--- About this task ---
The span to repeat in the listing below runs from the line containing "pinky dip: (42, 319)" to the line containing "pinky pip: (273, 201)", inclusive. Repeat it exactly, and only it.

[Opening Provided data section]

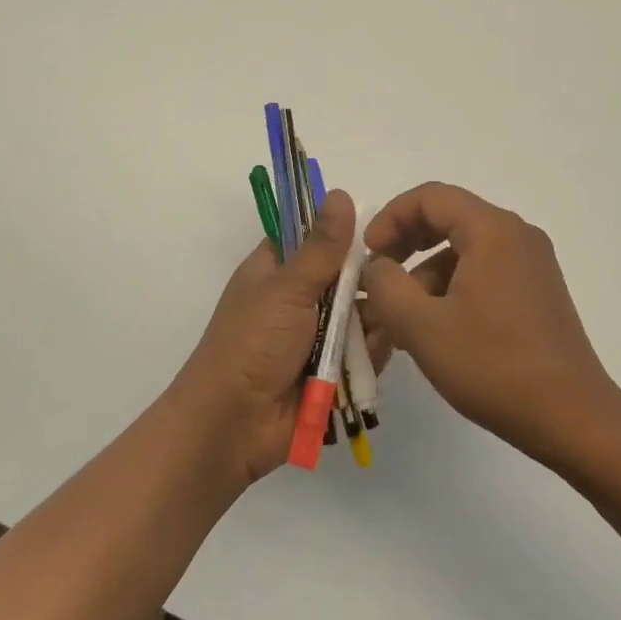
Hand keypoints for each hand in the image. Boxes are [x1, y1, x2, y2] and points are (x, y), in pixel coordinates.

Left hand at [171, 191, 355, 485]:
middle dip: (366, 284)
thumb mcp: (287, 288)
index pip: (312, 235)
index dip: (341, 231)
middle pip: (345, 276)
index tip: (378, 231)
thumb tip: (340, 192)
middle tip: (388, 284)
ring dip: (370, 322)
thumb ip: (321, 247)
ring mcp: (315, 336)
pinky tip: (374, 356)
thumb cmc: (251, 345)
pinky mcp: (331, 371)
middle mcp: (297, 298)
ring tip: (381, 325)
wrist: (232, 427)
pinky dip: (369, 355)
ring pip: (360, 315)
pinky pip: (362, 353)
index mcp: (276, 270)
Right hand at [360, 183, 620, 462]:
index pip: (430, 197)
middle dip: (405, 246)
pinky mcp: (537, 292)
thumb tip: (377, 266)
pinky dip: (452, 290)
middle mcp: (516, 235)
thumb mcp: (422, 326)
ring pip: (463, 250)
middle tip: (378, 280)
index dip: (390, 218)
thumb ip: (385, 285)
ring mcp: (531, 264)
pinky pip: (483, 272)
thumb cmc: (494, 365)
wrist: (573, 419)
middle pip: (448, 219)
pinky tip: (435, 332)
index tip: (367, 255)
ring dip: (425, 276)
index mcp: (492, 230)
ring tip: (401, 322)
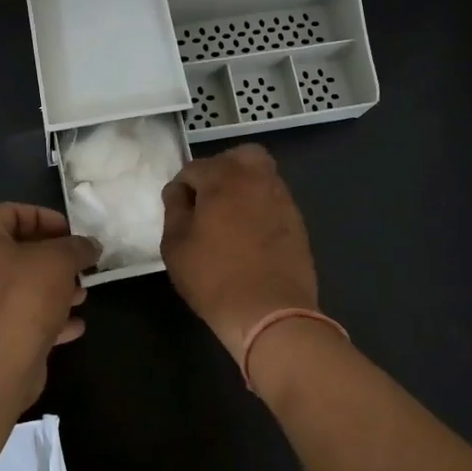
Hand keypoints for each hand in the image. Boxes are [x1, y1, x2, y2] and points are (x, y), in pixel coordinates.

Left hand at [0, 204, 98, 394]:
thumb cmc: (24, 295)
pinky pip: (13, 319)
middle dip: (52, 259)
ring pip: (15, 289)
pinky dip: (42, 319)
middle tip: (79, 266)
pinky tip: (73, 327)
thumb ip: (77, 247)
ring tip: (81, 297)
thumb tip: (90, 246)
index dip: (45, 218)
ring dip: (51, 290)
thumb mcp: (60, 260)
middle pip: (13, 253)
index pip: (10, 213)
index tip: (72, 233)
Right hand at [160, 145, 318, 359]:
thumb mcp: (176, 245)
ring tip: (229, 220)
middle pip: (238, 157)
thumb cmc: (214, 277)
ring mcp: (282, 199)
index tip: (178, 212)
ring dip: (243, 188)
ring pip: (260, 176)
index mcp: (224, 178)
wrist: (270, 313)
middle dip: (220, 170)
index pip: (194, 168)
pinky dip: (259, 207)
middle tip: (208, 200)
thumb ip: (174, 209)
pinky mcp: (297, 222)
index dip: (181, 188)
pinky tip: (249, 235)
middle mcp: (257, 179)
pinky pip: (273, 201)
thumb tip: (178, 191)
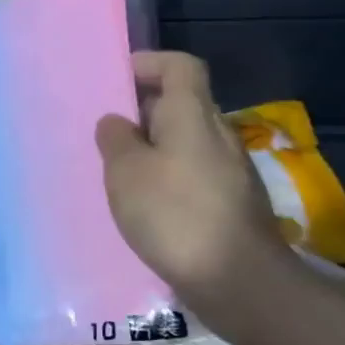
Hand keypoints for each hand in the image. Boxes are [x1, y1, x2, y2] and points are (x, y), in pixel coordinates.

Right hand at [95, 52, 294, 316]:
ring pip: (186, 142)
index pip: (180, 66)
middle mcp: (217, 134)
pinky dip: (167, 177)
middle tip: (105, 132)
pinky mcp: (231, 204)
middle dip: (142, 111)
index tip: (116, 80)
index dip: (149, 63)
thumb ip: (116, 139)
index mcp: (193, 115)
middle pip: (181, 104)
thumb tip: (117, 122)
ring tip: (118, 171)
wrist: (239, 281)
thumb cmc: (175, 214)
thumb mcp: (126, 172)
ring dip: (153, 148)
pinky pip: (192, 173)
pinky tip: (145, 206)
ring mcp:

[Closing Provided data section]

--- Finished task ---
pinky dip: (42, 319)
middle tip: (79, 266)
pinky tip: (73, 327)
thumb ip: (77, 247)
ring tip: (81, 297)
thumb tip: (90, 246)
index dip: (45, 218)
ring dip: (51, 290)
thumb mcp: (60, 260)
middle pip: (13, 253)
index pip: (10, 213)
index tip: (72, 233)
Right hand at [160, 145, 318, 359]:
thumb mcp: (176, 245)
ring tip: (229, 220)
middle pip: (238, 157)
thumb cmc: (214, 277)
ring mcp: (282, 199)
index tip: (178, 212)
ring dip: (243, 188)
ring pip: (260, 176)
index mcp: (224, 178)
wrist: (270, 313)
middle dip: (220, 170)
index pip: (194, 168)
pinky dip: (259, 207)
middle tip: (208, 200)
thumb ip: (174, 209)
pinky mcp: (297, 222)
index dip: (181, 188)
pinky tip: (249, 235)
middle mcp: (257, 179)
pinky pip: (273, 201)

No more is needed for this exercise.